As of today, Hylerloop Technologies also has a CEO. The company today announced it has hired Rob Lloyd, former president of Cisco. Over a 20-year career there, Lloyd managed most of Cisco's global business, the company says. He joined Hyperloop Technologies last month to oversee its first big test: the construction of a 2-mile test track at the LA campus. The company has hired 50 people so far with plans to grow that number significantly, Lloyd told The Verge.

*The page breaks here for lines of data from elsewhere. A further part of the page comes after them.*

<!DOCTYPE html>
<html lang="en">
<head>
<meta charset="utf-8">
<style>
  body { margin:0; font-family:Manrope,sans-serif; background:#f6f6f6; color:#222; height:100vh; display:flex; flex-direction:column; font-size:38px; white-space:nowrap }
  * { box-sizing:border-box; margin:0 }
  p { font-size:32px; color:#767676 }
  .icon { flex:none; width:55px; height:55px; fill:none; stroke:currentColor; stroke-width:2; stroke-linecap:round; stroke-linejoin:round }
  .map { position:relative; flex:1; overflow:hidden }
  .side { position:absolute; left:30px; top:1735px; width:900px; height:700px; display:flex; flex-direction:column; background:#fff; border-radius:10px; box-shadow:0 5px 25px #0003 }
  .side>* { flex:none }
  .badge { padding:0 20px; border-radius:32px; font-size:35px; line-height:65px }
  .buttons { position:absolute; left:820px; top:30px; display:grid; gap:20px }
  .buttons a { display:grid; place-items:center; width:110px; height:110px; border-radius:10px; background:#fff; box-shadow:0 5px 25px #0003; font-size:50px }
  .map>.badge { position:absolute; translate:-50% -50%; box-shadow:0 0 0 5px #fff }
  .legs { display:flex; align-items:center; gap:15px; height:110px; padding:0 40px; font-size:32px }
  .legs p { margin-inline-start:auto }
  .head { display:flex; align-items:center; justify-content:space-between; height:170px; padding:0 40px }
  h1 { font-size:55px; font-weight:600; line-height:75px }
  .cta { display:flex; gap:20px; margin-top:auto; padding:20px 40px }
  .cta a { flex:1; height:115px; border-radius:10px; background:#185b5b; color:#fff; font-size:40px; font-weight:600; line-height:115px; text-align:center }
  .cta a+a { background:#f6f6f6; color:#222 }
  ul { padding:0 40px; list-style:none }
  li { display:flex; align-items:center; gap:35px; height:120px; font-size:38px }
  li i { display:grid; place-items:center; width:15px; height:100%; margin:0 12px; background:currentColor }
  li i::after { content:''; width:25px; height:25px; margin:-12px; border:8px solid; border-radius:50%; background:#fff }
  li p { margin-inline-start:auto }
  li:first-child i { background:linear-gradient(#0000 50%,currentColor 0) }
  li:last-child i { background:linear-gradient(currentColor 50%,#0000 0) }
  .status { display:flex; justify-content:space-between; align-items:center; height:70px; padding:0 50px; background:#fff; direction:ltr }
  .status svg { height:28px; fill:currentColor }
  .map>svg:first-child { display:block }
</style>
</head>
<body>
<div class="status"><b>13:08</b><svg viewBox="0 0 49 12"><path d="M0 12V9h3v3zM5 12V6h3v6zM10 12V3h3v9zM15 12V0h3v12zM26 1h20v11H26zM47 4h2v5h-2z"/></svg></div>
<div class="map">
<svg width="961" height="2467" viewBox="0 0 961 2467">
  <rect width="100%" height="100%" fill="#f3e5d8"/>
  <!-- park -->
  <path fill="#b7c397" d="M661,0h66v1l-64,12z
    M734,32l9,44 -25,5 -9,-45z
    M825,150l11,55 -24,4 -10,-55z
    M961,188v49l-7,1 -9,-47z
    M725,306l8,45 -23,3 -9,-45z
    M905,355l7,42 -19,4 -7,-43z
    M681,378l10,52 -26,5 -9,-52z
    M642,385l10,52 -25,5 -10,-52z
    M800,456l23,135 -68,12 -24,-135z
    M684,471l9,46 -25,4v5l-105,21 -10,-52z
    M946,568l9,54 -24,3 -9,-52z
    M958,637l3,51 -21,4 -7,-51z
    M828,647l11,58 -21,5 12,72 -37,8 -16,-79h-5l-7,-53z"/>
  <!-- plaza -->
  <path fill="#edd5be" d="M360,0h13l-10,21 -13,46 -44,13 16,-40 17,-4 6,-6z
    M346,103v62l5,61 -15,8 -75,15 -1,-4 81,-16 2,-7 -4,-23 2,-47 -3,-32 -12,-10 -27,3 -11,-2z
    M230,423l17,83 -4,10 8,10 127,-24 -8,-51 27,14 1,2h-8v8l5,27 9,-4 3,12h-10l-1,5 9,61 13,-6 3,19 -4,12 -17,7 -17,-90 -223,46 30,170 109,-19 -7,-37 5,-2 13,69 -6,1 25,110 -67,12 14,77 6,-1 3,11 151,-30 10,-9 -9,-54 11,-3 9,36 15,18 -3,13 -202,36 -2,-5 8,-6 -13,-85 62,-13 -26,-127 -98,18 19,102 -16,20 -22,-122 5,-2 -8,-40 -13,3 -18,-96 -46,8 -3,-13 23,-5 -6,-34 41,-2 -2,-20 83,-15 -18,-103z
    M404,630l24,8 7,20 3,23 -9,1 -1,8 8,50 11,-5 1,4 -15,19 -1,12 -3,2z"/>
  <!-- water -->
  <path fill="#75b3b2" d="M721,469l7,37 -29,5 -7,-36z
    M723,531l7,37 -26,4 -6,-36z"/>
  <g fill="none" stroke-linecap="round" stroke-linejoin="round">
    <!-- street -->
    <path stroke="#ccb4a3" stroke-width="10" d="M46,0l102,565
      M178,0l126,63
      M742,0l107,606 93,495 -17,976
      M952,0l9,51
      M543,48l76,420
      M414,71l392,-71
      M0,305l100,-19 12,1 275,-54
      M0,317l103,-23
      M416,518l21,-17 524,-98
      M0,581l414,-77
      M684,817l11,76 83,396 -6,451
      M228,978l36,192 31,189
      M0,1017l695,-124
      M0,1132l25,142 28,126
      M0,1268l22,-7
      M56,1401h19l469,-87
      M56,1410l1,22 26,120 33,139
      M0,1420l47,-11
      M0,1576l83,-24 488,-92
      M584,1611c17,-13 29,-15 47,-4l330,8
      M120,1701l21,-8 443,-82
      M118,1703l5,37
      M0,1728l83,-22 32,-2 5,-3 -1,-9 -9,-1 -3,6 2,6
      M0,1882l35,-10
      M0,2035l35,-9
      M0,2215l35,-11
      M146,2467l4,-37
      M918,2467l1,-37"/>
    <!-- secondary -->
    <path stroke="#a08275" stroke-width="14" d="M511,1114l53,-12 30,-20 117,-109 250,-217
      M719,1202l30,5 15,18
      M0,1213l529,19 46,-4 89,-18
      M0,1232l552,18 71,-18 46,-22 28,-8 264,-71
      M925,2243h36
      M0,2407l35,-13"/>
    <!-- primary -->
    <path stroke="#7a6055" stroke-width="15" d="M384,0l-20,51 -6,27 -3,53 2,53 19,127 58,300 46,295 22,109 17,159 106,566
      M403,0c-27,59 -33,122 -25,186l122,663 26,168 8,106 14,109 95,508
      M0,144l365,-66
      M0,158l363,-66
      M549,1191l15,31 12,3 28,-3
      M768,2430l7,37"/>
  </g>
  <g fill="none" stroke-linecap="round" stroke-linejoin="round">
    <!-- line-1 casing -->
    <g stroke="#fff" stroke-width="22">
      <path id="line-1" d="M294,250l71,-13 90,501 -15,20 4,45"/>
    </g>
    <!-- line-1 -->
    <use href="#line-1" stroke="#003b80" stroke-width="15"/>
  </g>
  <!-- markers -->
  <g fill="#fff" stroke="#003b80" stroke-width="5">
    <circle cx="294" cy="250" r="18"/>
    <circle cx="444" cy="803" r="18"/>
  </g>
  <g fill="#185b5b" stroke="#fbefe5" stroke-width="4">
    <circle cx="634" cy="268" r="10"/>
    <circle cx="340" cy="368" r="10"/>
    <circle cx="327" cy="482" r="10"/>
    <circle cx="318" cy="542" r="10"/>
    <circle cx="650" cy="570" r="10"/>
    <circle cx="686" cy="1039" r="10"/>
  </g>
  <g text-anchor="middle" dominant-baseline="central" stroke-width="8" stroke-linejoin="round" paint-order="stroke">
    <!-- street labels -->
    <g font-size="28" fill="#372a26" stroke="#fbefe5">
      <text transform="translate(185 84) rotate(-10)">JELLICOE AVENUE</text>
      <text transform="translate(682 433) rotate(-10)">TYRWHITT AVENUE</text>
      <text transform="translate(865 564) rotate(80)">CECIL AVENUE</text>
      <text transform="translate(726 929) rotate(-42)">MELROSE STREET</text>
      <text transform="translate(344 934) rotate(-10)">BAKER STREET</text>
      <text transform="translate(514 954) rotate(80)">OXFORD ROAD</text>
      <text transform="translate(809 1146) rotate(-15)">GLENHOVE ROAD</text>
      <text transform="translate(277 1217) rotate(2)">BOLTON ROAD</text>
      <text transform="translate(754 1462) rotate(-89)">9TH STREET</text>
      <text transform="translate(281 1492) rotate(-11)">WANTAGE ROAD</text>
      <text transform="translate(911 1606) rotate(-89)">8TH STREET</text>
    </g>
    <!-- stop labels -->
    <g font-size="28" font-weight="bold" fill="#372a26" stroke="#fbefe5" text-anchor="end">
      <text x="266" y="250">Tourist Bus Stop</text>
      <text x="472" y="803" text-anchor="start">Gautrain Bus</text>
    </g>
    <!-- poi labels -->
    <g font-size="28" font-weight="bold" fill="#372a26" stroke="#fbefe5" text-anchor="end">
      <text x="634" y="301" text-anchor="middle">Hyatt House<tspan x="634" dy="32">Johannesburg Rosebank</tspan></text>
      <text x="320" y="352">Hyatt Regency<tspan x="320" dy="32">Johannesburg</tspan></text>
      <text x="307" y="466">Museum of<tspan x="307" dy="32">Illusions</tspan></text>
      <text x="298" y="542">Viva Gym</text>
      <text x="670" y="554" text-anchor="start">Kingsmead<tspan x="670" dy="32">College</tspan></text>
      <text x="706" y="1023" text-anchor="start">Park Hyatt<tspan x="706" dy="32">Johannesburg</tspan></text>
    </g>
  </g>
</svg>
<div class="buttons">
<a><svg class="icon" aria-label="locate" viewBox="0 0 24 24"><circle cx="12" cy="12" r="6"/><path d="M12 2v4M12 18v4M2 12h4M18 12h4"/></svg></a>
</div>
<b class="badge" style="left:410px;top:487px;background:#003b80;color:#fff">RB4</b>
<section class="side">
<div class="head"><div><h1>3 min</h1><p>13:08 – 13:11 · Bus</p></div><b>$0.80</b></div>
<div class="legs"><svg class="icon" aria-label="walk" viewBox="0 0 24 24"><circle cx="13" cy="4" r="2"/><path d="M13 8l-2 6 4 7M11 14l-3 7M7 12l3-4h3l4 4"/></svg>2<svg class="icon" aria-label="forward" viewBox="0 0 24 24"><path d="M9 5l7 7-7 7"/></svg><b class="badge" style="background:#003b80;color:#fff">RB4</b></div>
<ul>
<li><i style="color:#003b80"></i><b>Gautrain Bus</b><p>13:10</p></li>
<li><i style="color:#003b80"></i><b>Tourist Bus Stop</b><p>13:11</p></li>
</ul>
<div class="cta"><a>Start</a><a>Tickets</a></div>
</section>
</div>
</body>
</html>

Hyperloop Technologies' test track under construction in LA

Assuming Hyperloop Technologies closes the round — which has been open since at least February — it plans to complete construction of its test track by 2016 or early 2017, Lloyd says. That makes it the second outfit with plans to open a test track as early as next year. JumpStartFund is backing a confusingly similar-sounding company named Hyperloop Transportation Technologies. That company says 400 people are now working on its core team, although it's not clear how many are working full time. (JumpStartFund uses a crowdsourcing model where people can earn stock options through part-time work.) That project could open in the California town of Quay Valley next year, its CEO said in February.

"You'll probably see a family of solutions evolve."

Lloyd's company plans to start by shipping freight, not people. But ultimately it plans to do both, Lloyd says. "As we move forward, you'll probably see a family of solutions evolve that meet different needs." In the meantime, it's brought on Emily White as an observer on its board. White, a former Google and Facebook executive, was most recently Snapchat's first chief operating officer. White joins a board that also includes Joe Lonsdale, a co-founder of Palantir; Jim Messina, a former White House deputy chief of staff; Peter Diamandis, founder of the X Prize Foundation; and David Sacks, who founded Yammer.

It's exciting to see test tracks starting to come together, but as we noted in June, the biggest problems with the Hyperloop remain unanswered. Safety concerns may limit it from ever reaching its promised speeds of close to 800 miles per hour, and right-of-way issues may make it impractical to build lengthy stretches of track between urban centers. And with technology this untested, the cost could stretch from the estimated $6 billion into the tens of billions.

But the only way forward is to test, of course. Now that it has a CEO and a rough plan to launch, we'll see what Hyperloop Technologies can deliver.